# The data:
§

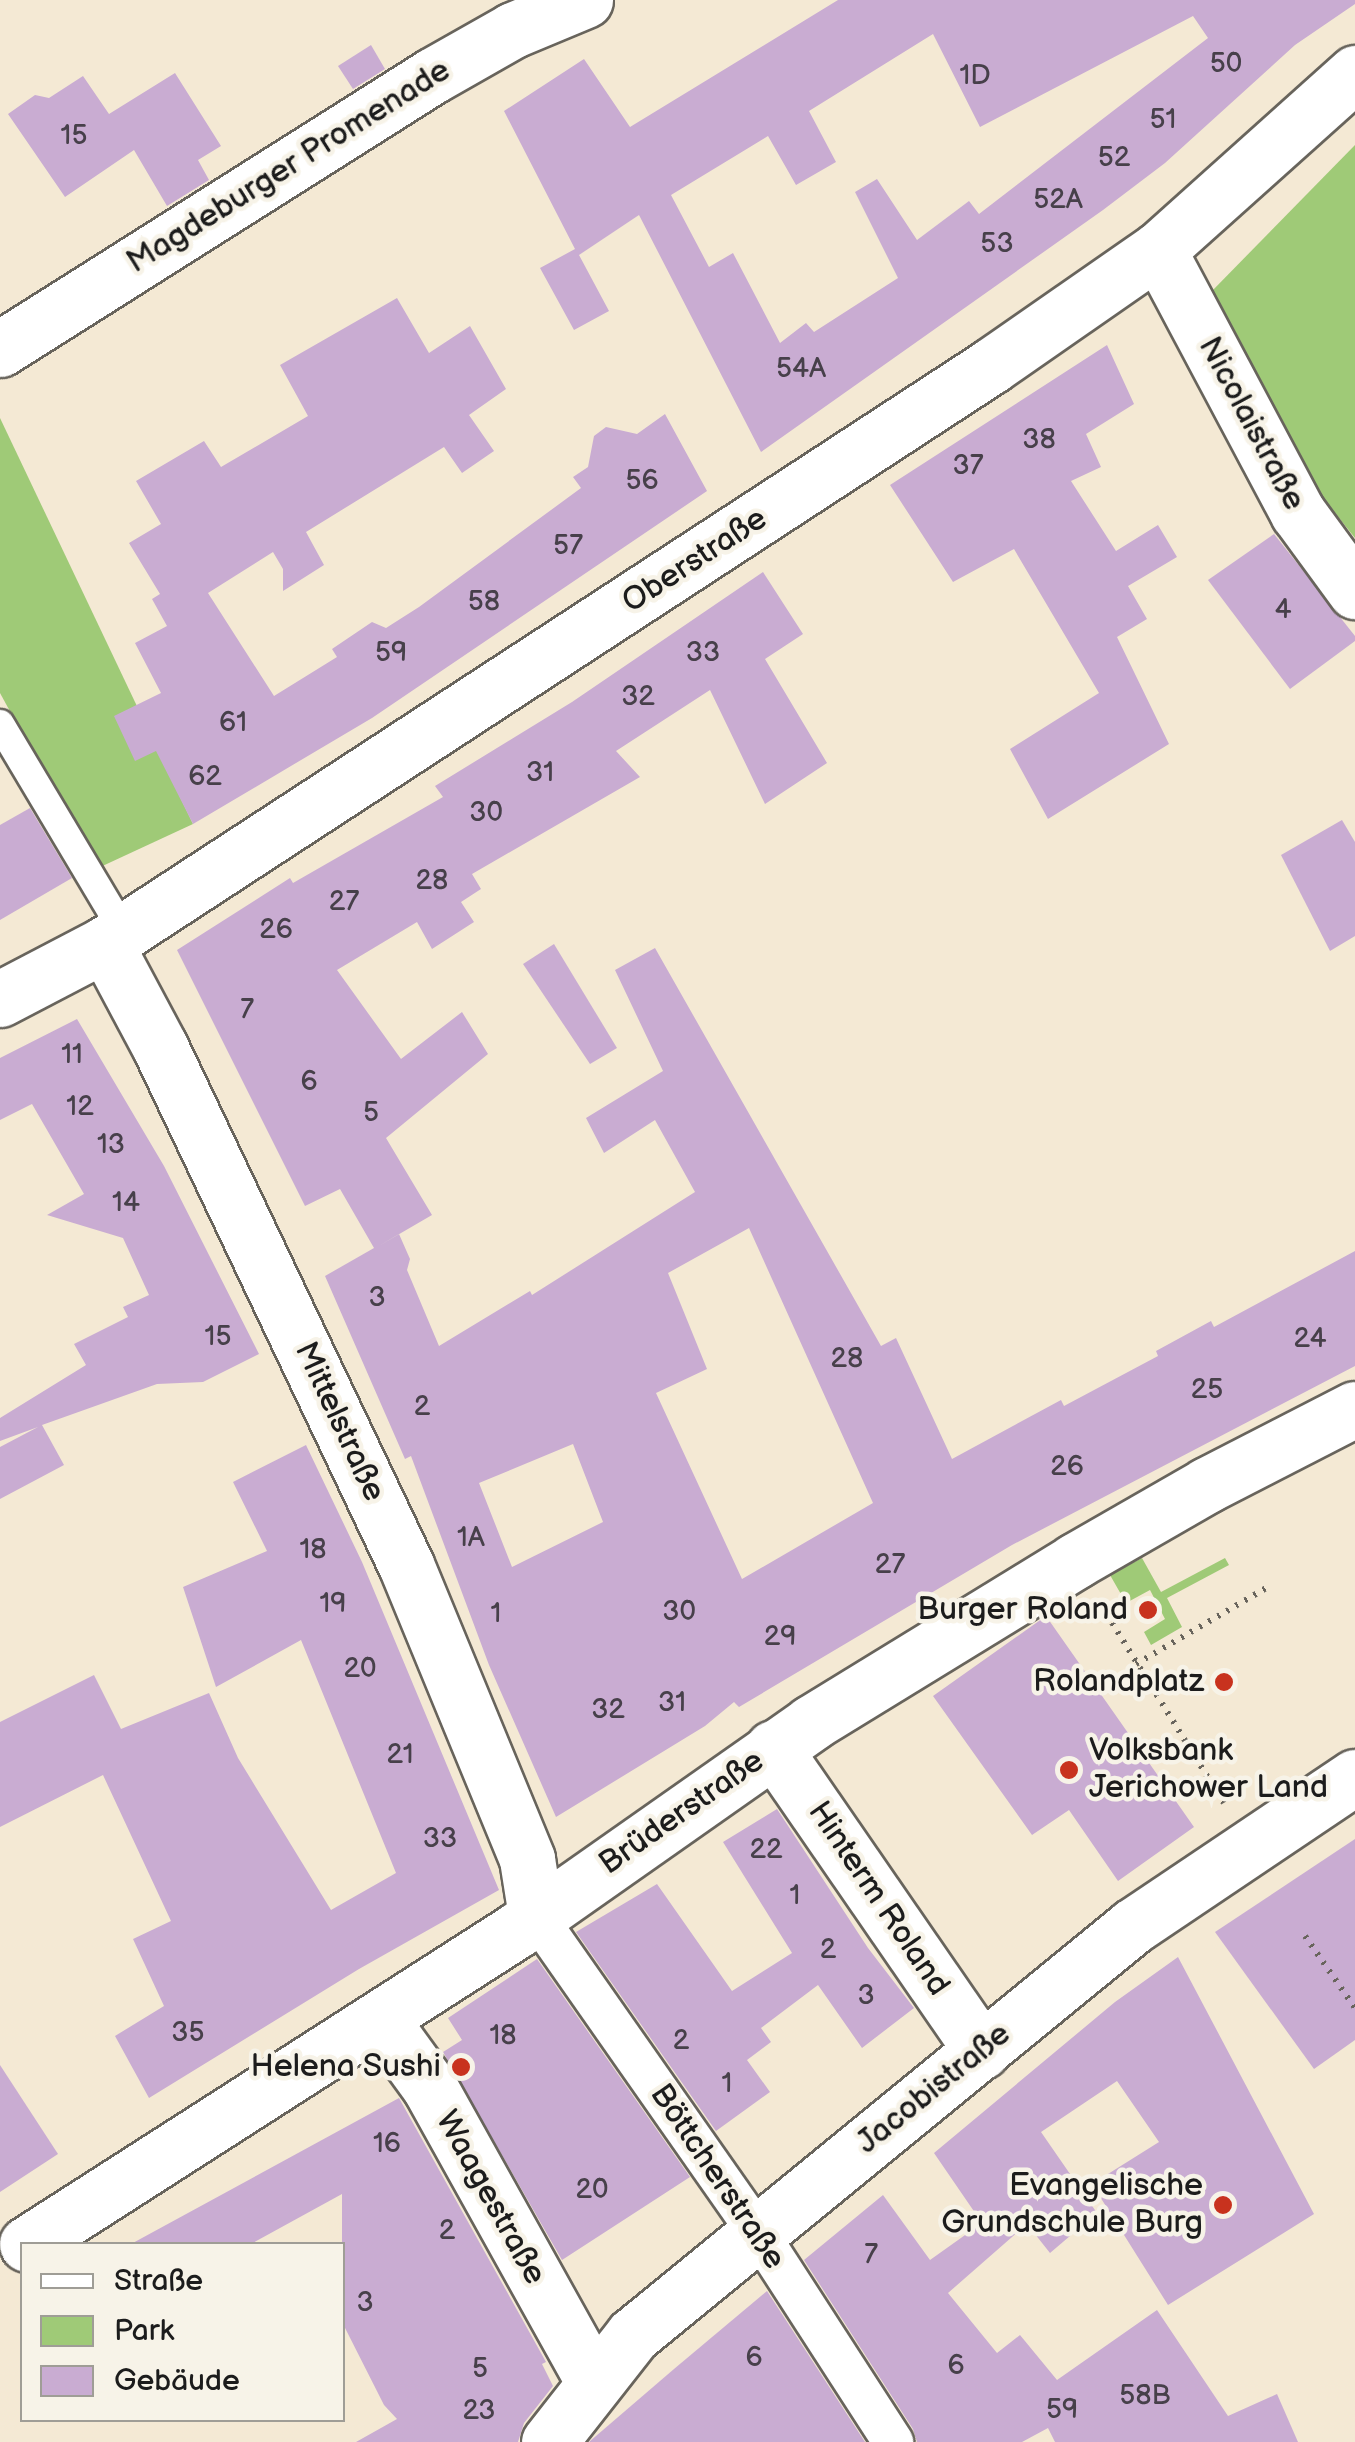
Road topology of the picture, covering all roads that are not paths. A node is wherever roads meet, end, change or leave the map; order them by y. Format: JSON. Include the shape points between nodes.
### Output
{"nodes":[{"id":1,"x":586,"y":0,"type":"edge"},
{"id":2,"x":1355,"y":73,"type":"edge"},
{"id":3,"x":1158,"y":250,"type":"junction"},
{"id":4,"x":0,"y":349,"type":"edge"},
{"id":5,"x":1355,"y":591,"type":"edge"},
{"id":6,"x":0,"y":724,"type":"edge"},
{"id":7,"x":115,"y":938,"type":"junction"},
{"id":8,"x":0,"y":999,"type":"edge"},
{"id":9,"x":1355,"y":1409,"type":"edge"},
{"id":10,"x":774,"y":1748,"type":"junction"},
{"id":11,"x":1355,"y":1777,"type":"edge"},
{"id":12,"x":536,"y":1916,"type":"junction"},
{"id":13,"x":380,"y":2020,"type":"junction"},
{"id":14,"x":982,"y":2050,"type":"junction"},
{"id":15,"x":758,"y":2234,"type":"junction"},
{"id":16,"x":30,"y":2242,"type":"edge"},
{"id":17,"x":593,"y":2381,"type":"junction"},
{"id":18,"x":548,"y":2442,"type":"edge"},
{"id":19,"x":893,"y":2442,"type":"edge"}],
"edges":[{"from":1,"to":4,"type":"street","name":"Magdeburger Promenade","via":[[512,30],[432,76]]},
{"from":2,"to":3,"type":"street","name":"Oberstraße"},
{"from":3,"to":5,"type":"street","name":"Nicolaistraße","via":[[1298,513]]},
{"from":3,"to":7,"type":"street","name":"Oberstraße"},
{"from":6,"to":7,"type":"lane","name":"Mittelstraße"},
{"from":7,"to":8,"type":"street","name":"Oberstraße"},
{"from":7,"to":12,"type":"street","name":"Mittelstraße","via":[[168,1065],[406,1565],[527,1859]]},
{"from":9,"to":10,"type":"street","name":"Brüderstraße","via":[[1076,1561]]},
{"from":10,"to":12,"type":"street","name":"Brüderstraße"},
{"from":10,"to":14,"type":"street","name":"Hinterm Roland"},
{"from":11,"to":14,"type":"street","name":"Jacobistraße","via":[[1133,1926]]},
{"from":12,"to":13,"type":"street","name":"Brüderstraße"},
{"from":12,"to":15,"type":"street","name":"Böttcherstraße"},
{"from":13,"to":16,"type":"street","name":"Brüderstraße"},
{"from":13,"to":17,"type":"street","name":"Waagestraße","via":[[429,2086]]},
{"from":14,"to":15,"type":"street","name":"Jacobistraße"},
{"from":15,"to":17,"type":"street","name":"Jacobistraße","via":[[633,2335]]},
{"from":15,"to":19,"type":"street","name":"Böttcherstraße"},
{"from":17,"to":18,"type":"street","name":"Jacobistraße"}]}
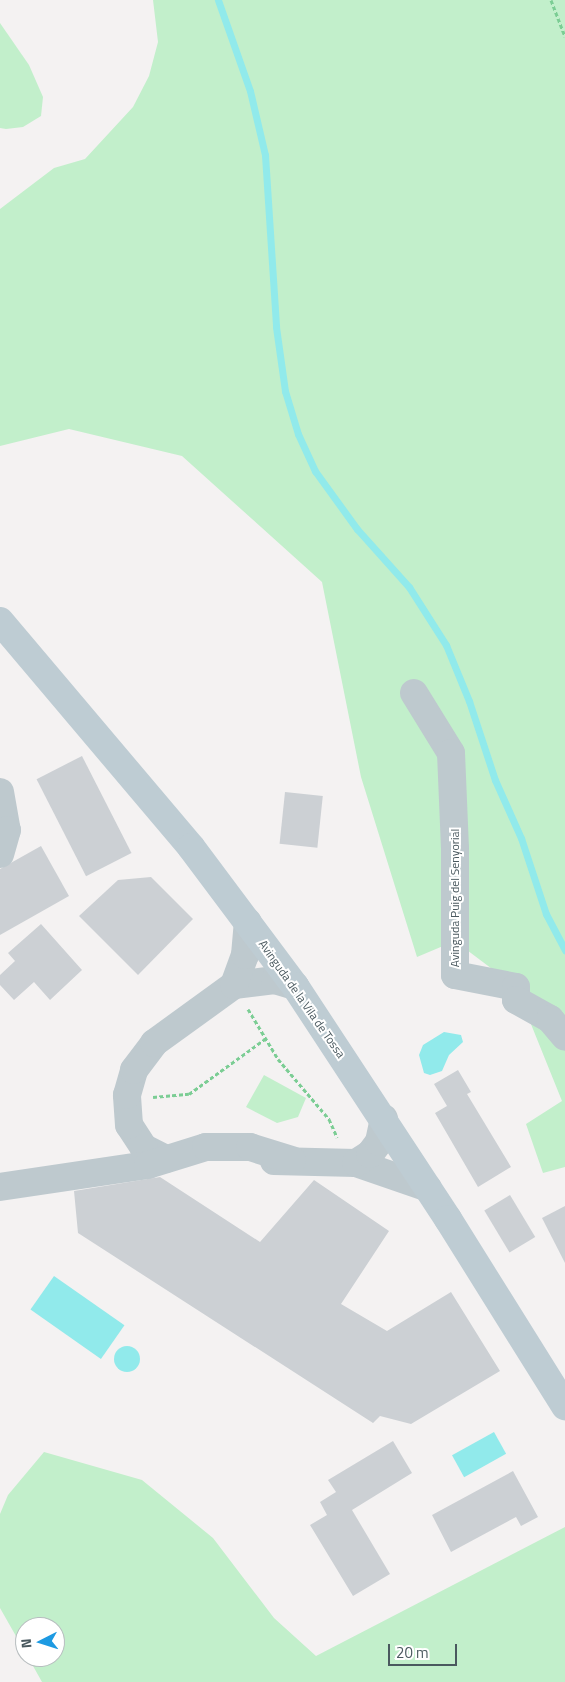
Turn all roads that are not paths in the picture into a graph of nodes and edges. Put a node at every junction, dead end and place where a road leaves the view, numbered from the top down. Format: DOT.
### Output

§

# What needs to be done:
Which lines above include "paths"? Show each of them by copying it.

# Exercise result:
Road topology of the picture, covering all roads that are not paths. A node is wherever roads meet, end, change or leave the map; order them by y. Format: JSON. Include the shape points between nodes.
Turn all roads that are not paths in the picture into a graph of nodes and edges. Put a node at every junction, dead end and place where a road leaves the view, numbered from the top down. Format: DOT.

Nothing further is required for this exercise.